Numbers have probably been inflated. Closures were not as carefully counted as the new entries. My guess is that there were never more than 2,000 breweries in the country. But that’s still an awful lot. The bubble was sure to burst at some point. Some complain that independents struggle because they don’t have a free access to the marketplace, which is true. At least half of Britain’s dwindling stock of pubs are owned by brewers or pubcos with deals with major brewers – though it seems to me there’s more flexibility these days. It’s appreciated that customers demand a wider choice and guest beers are common.

And you have to wonder what the alternative might be. Would it really be in the small brewer’s interest to have a totally free market? It’ll be all-out war for every tap. How many would survive that? The tied house system came to dominate from the 19th century when brewers sought to secure routes to market in uncertain times by loan-ties, then buying the pubs when they failed (to cut a long story short). It was a way of stabilising the industry and hedging against a declining market.

When consolidation in the second half of the 20th century prompted a series of investigations into the system, culminating in the 1989 Beer Orders and the enforced sales of some 11,000 tied pubs, the protection of smaller businesses, at that time the family brewers, was a key argument in favour of the tie. The 2,000-pub cut-off point for the legislation allowed what were then family concerns, Greene King and what would become Marston’s, to become the force they are today.

And tied houses remain an important factor in ensuring the success of many smaller producers. The Society of Independent Brewers reports that a quarter of its membership own at least one pub, rising to four in ten if you include taprooms.
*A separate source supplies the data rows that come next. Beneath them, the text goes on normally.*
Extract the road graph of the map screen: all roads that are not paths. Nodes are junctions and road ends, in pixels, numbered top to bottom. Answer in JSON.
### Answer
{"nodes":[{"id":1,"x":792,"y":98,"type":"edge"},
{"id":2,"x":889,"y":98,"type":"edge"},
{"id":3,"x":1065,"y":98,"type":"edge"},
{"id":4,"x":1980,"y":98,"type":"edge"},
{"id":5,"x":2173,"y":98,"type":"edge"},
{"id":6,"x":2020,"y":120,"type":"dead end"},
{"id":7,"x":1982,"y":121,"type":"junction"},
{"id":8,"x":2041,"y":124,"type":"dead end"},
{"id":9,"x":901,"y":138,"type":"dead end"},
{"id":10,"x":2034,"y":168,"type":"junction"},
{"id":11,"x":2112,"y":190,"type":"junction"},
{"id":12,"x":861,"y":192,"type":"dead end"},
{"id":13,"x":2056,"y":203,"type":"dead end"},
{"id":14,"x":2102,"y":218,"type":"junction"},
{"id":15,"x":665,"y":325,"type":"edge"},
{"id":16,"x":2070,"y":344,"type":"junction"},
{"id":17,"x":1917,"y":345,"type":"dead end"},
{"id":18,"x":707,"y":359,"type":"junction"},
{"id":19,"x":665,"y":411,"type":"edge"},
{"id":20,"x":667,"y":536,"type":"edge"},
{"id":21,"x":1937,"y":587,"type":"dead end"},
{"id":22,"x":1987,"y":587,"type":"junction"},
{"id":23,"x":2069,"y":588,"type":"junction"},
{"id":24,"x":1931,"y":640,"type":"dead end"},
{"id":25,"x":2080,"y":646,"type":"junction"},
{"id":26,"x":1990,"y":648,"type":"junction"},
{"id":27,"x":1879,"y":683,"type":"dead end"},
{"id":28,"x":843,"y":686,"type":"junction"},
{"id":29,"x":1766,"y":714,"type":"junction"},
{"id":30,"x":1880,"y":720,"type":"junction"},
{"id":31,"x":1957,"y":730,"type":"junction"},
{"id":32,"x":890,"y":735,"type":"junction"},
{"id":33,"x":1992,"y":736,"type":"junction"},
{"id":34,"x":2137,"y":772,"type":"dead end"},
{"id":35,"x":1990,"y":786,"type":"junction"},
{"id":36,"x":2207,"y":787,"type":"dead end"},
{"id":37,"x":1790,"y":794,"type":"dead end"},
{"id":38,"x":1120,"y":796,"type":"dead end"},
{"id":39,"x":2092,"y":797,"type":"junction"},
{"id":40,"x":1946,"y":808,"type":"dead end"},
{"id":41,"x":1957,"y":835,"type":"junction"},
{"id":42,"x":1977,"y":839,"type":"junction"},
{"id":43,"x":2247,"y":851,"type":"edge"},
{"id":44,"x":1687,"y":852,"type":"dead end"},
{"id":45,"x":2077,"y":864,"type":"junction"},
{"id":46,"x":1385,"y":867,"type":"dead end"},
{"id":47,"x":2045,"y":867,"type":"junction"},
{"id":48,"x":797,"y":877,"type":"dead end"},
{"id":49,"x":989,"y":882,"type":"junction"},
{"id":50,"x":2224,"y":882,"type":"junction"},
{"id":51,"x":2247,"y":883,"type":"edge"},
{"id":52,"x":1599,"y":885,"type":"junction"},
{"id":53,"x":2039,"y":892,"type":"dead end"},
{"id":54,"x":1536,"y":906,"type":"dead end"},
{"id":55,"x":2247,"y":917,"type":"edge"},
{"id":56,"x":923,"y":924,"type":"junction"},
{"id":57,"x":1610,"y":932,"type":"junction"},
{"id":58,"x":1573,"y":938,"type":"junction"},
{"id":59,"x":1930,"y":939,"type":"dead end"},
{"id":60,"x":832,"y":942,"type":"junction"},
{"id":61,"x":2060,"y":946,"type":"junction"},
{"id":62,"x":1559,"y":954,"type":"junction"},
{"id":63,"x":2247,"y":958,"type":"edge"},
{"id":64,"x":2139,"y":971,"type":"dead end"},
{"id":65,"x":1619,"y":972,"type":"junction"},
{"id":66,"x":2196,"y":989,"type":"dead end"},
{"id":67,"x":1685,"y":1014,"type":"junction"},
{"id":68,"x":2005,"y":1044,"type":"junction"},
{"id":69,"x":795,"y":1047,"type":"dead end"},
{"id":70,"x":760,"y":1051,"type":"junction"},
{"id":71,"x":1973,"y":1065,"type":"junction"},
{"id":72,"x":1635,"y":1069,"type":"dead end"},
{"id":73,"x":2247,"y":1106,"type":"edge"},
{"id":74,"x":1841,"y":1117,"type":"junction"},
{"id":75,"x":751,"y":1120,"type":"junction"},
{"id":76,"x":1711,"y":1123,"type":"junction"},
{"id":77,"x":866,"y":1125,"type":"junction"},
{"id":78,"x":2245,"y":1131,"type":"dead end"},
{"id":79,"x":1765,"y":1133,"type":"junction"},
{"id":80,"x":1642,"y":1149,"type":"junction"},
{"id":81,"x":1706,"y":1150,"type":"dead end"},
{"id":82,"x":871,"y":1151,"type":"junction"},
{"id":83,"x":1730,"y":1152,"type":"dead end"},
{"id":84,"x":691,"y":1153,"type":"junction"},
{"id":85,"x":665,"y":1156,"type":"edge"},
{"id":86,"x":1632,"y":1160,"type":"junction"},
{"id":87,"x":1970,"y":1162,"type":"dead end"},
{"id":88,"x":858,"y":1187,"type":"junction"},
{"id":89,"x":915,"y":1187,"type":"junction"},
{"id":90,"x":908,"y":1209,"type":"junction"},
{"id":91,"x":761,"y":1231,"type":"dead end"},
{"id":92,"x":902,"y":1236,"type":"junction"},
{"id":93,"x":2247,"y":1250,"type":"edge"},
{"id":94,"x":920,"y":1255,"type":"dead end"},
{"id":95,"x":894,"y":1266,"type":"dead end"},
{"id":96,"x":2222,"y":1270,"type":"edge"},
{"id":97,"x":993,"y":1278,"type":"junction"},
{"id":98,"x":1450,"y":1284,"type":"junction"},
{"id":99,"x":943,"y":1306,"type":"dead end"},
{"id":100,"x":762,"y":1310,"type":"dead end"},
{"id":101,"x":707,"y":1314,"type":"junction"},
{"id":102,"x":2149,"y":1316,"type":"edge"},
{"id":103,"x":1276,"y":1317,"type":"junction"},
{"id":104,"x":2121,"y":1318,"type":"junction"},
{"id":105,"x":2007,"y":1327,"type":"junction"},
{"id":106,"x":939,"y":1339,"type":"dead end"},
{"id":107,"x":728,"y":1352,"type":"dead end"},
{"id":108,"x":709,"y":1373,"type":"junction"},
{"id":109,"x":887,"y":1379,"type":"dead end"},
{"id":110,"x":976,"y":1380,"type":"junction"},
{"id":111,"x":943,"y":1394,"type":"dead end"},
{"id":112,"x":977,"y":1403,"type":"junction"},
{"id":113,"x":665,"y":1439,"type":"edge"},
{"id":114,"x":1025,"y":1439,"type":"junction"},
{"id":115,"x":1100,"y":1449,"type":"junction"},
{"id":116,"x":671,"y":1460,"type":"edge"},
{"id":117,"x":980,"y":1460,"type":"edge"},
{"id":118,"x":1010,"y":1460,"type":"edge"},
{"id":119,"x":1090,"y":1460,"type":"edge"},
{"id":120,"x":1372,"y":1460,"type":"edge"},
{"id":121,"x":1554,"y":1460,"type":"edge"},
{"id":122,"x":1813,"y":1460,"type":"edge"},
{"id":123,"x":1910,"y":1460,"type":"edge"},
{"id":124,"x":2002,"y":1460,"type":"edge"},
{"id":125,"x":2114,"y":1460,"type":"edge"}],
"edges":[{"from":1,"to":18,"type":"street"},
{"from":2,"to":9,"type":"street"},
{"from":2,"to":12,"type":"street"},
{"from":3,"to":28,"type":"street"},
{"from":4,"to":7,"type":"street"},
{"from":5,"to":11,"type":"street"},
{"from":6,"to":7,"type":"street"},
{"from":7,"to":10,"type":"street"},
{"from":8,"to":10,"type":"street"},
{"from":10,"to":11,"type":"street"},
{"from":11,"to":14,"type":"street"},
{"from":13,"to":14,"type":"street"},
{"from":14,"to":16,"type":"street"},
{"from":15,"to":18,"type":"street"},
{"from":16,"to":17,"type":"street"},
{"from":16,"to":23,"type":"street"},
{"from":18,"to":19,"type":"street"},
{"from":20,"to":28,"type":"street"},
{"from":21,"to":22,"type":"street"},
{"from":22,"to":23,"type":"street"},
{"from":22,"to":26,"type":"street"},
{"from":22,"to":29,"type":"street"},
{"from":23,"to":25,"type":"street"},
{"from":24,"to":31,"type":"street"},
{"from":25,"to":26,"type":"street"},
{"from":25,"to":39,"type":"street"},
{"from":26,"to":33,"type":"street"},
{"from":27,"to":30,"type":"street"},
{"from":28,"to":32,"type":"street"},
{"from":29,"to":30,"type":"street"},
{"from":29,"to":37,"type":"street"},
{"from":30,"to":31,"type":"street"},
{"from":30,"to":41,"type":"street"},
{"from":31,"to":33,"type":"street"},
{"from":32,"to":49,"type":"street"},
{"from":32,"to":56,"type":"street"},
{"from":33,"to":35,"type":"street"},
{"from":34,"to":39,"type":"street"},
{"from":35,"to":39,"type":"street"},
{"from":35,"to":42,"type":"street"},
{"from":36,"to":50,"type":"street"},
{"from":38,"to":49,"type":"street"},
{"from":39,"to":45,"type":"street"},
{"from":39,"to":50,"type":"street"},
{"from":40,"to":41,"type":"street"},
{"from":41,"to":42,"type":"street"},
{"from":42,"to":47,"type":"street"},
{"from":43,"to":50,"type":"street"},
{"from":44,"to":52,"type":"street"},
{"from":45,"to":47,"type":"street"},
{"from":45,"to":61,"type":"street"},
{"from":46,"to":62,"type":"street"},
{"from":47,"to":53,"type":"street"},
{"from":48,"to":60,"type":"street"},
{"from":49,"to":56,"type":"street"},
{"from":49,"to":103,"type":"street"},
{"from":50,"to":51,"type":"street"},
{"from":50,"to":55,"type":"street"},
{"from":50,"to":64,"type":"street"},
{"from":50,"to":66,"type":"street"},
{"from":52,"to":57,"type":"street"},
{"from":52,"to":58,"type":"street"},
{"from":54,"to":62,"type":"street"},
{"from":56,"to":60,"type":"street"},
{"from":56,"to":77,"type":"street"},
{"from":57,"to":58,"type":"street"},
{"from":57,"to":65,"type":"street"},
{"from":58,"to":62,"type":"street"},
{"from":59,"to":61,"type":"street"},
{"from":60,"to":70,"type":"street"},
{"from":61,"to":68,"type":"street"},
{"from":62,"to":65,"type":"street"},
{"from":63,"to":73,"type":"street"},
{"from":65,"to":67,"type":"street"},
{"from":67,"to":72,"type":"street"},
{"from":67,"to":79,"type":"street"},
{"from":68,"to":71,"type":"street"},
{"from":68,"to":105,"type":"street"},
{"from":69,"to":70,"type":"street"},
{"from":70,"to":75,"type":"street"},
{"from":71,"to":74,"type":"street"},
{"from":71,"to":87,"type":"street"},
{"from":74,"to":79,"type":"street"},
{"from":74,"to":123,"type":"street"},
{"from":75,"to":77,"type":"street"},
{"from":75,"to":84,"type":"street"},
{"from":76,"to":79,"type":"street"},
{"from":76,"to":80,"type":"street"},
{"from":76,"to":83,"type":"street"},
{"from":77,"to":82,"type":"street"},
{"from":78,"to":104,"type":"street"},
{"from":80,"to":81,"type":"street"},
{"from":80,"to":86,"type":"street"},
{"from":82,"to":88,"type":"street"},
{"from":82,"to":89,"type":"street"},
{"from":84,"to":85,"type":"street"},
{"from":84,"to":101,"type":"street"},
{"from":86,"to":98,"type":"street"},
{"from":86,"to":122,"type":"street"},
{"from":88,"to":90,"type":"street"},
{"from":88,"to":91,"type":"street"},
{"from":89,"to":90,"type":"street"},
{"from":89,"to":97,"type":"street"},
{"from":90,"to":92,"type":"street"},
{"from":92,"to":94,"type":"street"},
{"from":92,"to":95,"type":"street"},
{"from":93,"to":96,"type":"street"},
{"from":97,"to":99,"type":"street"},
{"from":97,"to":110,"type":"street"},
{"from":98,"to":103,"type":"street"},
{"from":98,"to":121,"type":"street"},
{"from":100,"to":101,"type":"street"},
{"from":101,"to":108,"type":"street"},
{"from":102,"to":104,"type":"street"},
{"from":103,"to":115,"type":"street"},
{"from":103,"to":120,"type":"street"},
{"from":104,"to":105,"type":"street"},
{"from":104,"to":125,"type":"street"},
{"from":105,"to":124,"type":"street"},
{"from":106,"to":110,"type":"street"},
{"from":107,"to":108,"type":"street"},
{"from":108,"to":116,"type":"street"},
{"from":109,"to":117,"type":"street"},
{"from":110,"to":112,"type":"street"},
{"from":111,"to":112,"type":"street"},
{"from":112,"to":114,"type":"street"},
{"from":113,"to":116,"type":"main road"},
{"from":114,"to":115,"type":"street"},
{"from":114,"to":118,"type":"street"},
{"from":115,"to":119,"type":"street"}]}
When we had the big surge of brewery openings a few years back, few serious business plans did not include a taproom. It was an obvious way to secure volume at a high rate of profit, provide a shop window for your beer and build a local consumer base.

A lot of them, though, open only at weekends – understandable if your tap is in the middle of a working brewery. So, some have realised they need more. They need a pub estate. Even if it’s only a few houses, it can make the difference between success and failure. Of course, it means extra investment and a whole new set of skills to develop within the business if you don’t find a willing retail partner.

But without pubs, or at least a large stand-alone taproom, independent brewers are vulnerable. Black Sheep had a few houses, and has a great taproom, but probably not enough for a company that size. Brew by Numbers and Brick have taprooms, but no pubs. Purity has the Purecraft Bar & Kitchen in Birmingham city centre, but it wouldn’t have made much difference in the current climate.

North, in contrast, has ten bars (its Birmingham outpost has now closed, probably for distance reasons) so seems to undermine the theory. But would Holt, whose Kirkstall Brewery has a small estate of its own, have taken it on without such a strong tied trade attached? Perhaps there’s a good reason why vertical integration, to give the tie its technical name, remains a persistent, arguably essential, feature of the UK brewing industry.